Da quel momento in avanti tutto il mondo comincia a parlare della “maledetta” di Pirlo: una palla avvelenata che parte forte e tesa, poi comincia a sbandare in aria, disegnando una parabola che, se ben eseguita, diventa imparabile anche per il portiere più scaltro e avveduto. Le sue “maledette” sfidano la fisica, o meglio sfruttano leggi come l’effetto Magnus per inventare un percorso balistico beffardo e graffiante. Il personale ruolino di marcia del Maestro che indossa la 21 bianconera, in questo senso, appare alquanto indicativo. Stagione 2012-’13: 5 gol, tutti su punizione. Stagione 2013-’14: 6 reti, di nuovo tutte su calcio piazzato, che gli valgono il titolo di miglior specialista continentale in questa specifica arte. L’anno seguente, l’ultimo alla Juve, altri 4 sigilli su punizione, di cui uno importantissimo durante la concitata finale di Coppa Italia vinta contro la Lazio.

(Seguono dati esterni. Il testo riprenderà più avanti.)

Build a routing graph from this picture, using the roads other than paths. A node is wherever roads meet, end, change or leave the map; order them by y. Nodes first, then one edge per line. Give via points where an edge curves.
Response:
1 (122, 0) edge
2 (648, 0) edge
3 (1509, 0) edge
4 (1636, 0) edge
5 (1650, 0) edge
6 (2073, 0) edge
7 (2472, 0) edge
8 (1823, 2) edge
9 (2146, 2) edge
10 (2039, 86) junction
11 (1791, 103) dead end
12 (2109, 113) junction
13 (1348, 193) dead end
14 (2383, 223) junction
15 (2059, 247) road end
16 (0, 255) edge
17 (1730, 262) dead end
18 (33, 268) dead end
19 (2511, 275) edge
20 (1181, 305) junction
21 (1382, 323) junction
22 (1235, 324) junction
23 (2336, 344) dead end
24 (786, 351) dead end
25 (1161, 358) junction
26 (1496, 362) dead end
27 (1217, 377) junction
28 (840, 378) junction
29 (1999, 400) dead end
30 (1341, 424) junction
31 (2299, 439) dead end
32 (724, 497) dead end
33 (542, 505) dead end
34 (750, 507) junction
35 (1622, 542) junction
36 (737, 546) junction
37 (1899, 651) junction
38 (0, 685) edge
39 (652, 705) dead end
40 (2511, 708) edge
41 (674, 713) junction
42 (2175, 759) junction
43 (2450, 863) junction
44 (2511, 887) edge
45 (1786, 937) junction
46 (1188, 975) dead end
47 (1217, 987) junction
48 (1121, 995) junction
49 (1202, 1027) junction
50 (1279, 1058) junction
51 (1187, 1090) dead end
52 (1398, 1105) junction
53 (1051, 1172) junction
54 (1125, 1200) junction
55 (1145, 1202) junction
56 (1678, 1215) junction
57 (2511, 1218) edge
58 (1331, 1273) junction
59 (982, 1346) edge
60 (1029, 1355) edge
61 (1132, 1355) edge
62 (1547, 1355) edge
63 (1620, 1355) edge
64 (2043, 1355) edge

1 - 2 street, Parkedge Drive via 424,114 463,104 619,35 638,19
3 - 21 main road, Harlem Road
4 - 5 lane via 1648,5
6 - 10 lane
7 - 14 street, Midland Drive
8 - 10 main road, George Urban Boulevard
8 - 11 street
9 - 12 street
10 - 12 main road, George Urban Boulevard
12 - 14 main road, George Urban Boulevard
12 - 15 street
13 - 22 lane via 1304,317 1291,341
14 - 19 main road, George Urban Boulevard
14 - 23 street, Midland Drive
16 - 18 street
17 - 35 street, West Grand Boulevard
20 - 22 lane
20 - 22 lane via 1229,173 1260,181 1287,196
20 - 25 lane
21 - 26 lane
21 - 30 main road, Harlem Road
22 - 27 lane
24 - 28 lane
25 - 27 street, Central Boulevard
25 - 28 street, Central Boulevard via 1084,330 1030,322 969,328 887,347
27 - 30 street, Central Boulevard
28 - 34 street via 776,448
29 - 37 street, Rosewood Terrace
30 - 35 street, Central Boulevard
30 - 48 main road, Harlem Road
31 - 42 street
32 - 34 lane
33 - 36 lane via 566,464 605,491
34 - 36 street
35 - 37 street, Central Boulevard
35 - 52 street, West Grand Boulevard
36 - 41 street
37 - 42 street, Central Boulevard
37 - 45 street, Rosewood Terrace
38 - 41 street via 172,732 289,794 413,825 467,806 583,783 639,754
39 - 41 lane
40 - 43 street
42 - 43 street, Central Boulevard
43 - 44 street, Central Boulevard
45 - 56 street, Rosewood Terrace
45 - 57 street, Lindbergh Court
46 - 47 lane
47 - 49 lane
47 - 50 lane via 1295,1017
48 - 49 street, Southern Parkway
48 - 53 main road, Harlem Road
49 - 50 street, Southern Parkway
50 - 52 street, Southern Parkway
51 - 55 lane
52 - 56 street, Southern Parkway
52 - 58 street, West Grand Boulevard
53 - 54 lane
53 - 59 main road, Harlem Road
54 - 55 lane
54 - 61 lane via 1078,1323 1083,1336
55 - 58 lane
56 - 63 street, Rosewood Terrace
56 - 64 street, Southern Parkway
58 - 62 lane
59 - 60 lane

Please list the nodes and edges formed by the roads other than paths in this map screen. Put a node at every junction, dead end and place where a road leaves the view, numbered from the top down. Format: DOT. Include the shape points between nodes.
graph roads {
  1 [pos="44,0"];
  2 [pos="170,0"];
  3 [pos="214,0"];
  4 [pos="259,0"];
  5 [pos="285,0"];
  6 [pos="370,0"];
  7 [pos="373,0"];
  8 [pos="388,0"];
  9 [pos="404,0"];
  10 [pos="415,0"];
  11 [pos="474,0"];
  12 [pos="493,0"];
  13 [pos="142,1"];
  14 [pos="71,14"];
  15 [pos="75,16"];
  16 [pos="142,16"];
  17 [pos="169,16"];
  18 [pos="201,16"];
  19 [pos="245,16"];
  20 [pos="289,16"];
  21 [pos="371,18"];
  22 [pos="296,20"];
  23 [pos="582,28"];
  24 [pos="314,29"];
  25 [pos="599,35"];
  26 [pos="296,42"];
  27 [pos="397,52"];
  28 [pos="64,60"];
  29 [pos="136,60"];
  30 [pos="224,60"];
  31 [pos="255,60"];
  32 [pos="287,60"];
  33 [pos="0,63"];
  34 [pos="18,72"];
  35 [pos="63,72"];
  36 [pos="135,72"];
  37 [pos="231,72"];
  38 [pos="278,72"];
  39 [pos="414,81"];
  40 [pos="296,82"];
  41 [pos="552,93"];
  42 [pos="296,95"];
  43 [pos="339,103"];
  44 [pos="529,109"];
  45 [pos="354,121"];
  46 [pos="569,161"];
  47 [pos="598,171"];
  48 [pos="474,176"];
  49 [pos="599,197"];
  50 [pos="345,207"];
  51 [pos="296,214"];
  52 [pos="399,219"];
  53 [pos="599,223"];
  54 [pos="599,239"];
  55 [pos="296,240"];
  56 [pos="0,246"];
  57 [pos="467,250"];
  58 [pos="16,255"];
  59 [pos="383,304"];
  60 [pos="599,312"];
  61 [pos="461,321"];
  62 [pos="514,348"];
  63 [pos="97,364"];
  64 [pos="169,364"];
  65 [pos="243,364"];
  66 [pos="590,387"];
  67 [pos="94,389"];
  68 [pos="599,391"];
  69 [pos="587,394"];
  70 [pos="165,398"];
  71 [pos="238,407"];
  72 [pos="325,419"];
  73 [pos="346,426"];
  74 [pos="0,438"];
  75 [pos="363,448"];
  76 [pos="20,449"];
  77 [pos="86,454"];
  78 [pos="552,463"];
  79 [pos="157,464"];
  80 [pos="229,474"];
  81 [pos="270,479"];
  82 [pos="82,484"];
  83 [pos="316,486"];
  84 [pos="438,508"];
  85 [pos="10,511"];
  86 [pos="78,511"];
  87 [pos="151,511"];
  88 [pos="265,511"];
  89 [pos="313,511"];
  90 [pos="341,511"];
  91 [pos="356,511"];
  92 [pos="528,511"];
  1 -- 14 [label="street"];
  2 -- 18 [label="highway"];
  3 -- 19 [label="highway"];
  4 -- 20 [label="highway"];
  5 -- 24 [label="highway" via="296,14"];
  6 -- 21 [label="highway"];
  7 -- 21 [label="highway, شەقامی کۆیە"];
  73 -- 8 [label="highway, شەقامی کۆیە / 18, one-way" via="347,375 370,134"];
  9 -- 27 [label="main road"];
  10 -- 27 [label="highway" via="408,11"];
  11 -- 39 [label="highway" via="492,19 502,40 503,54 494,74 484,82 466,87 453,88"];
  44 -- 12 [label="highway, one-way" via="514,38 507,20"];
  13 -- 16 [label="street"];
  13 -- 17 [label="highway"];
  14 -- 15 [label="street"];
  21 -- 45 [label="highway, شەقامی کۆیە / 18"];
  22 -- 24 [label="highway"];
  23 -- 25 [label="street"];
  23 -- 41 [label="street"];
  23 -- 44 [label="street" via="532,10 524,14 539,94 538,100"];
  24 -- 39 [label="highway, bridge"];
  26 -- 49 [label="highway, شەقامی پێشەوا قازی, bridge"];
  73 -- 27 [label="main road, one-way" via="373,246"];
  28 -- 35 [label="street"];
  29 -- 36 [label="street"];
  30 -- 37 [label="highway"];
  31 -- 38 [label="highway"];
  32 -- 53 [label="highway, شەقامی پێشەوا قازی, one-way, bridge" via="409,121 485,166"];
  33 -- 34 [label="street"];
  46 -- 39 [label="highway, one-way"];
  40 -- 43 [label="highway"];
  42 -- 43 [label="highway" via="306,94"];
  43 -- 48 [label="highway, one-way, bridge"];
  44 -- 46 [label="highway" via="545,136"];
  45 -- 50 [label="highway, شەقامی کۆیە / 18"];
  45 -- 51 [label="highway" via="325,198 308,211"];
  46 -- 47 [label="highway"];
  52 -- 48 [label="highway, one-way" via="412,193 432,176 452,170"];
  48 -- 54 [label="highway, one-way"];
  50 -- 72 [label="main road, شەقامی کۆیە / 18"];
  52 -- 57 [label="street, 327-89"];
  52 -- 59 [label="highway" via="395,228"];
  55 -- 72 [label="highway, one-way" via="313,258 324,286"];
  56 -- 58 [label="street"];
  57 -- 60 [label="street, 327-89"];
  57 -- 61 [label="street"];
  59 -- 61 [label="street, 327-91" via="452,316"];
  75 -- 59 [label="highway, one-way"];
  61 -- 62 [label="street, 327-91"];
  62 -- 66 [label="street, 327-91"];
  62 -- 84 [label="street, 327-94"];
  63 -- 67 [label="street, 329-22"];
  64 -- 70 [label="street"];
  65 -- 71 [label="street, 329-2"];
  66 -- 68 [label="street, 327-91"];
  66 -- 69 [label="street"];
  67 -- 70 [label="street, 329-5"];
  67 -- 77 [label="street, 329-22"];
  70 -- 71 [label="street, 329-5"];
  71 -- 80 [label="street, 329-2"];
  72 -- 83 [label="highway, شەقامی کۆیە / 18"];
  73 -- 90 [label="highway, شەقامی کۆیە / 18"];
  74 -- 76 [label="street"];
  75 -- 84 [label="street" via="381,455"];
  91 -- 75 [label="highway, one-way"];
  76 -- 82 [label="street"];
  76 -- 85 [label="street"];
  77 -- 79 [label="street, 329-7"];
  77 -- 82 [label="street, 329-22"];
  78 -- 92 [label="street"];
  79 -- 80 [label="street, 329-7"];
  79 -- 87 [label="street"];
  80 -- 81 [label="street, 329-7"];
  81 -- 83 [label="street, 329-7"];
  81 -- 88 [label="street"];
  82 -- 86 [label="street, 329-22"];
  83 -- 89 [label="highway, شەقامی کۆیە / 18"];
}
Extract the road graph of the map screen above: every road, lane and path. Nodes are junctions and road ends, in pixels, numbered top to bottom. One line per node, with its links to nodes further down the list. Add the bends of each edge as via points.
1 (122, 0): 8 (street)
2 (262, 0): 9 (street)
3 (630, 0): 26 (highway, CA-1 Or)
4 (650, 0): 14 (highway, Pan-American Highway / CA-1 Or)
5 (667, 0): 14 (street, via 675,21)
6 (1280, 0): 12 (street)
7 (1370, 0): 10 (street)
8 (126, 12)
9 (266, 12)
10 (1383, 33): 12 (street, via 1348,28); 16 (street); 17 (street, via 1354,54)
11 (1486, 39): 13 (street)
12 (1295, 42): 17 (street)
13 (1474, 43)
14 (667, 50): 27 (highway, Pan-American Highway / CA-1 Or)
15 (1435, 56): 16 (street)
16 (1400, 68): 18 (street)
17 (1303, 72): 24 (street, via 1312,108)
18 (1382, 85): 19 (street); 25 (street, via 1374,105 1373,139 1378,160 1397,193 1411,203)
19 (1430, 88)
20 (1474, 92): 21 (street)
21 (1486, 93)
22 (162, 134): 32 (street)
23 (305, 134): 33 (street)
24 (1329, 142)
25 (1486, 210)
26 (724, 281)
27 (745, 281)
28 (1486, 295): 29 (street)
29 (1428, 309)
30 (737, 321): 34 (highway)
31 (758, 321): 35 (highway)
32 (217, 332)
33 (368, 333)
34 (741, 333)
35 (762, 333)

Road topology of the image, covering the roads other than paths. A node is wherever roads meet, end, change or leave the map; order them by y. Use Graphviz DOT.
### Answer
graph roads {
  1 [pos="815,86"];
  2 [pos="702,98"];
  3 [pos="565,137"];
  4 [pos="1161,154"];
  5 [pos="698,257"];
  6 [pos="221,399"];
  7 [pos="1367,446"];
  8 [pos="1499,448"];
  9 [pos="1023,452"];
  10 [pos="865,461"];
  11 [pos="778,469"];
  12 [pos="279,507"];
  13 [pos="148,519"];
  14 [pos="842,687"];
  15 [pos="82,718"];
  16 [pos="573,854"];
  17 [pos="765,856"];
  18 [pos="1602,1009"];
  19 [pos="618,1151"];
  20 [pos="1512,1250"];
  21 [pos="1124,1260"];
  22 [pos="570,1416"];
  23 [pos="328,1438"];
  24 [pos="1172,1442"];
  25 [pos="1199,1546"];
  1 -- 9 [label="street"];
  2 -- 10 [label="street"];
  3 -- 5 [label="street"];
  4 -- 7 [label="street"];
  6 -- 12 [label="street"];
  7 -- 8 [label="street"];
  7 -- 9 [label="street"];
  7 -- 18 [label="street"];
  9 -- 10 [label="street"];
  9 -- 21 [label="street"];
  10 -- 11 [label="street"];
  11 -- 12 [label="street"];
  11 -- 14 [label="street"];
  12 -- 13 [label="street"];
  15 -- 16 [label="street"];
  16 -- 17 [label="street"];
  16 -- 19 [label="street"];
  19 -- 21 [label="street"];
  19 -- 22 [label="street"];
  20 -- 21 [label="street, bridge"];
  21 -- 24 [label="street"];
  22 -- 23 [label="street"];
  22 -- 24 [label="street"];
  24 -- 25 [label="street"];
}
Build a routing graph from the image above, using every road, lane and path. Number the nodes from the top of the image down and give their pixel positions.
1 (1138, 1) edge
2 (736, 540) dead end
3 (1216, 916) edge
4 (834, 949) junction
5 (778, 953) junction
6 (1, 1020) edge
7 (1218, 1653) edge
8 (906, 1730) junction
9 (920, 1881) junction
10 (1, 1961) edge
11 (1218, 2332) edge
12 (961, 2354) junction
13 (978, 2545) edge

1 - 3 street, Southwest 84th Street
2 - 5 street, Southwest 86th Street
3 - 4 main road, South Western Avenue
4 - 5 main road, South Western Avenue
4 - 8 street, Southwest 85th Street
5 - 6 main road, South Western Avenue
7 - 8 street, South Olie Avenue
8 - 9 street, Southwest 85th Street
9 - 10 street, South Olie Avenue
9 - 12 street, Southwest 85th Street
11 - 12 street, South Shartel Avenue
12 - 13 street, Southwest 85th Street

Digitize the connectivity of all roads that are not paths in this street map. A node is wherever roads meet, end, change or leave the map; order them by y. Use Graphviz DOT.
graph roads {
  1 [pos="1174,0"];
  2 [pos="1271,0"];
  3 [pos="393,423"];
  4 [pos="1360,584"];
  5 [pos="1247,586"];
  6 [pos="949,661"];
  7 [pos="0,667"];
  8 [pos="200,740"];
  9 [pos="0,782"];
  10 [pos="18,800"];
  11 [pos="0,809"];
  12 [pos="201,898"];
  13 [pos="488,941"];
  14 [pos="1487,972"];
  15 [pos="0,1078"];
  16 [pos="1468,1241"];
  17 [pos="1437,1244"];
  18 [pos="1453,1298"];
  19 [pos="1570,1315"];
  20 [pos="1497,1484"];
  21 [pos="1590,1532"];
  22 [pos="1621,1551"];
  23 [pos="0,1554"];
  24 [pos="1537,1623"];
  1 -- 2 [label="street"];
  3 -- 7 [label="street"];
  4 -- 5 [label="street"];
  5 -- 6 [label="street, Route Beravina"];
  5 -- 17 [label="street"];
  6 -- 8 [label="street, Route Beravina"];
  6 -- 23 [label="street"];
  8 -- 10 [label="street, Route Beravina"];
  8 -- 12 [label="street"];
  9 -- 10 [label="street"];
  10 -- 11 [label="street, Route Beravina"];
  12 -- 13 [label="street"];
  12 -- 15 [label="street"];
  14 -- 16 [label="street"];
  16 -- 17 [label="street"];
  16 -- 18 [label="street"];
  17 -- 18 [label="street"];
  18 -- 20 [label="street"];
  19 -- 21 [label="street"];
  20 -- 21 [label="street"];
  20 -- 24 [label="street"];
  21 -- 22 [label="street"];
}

Quando il professor Pirlo sale in cattedra diventa spietato e non esita a infliggere severe punizioni a tutti. Non serve molto, basta commettere un errore da matita rossa: un fallo sulla trequarti. Questa è l’arma in più del barbuto regista bresciano, assoluto euclideo del calcio e patrimonio nazionale. Uno che parla poco ma che, con un cucchiaio all’Inghilterra, ha dato da mangiare a tv e social network per mesi, tra sfottò e fotomontaggi. Perché, quando la posta in palio si alza, la sua lucidità diventa determinante per infondere sicurezza ai compagni. Andrea è davvero merce rara, oltre a essere l’ultimo fantasista che il mondo ci abbia invidiato. Un autentico top player, un Gianni Rivera 2.0, un genio. Uno che gioca sempre a testa alta, in tutti i sensi. Un ragazzo d’oro, mai una polemica, mai un commento fuori posto. Uno che ci ha messo un minuto a diventare juventino e che alla Signora, con classe infinita e intelligenza da Nobel del pallone, ha garantito l’abbrivio per un ciclo vincente senza precedenti. Quattro scudetti in quattro anni sotto il segno inconfondibile di Andrea Pirlo e delle sue “maledette”.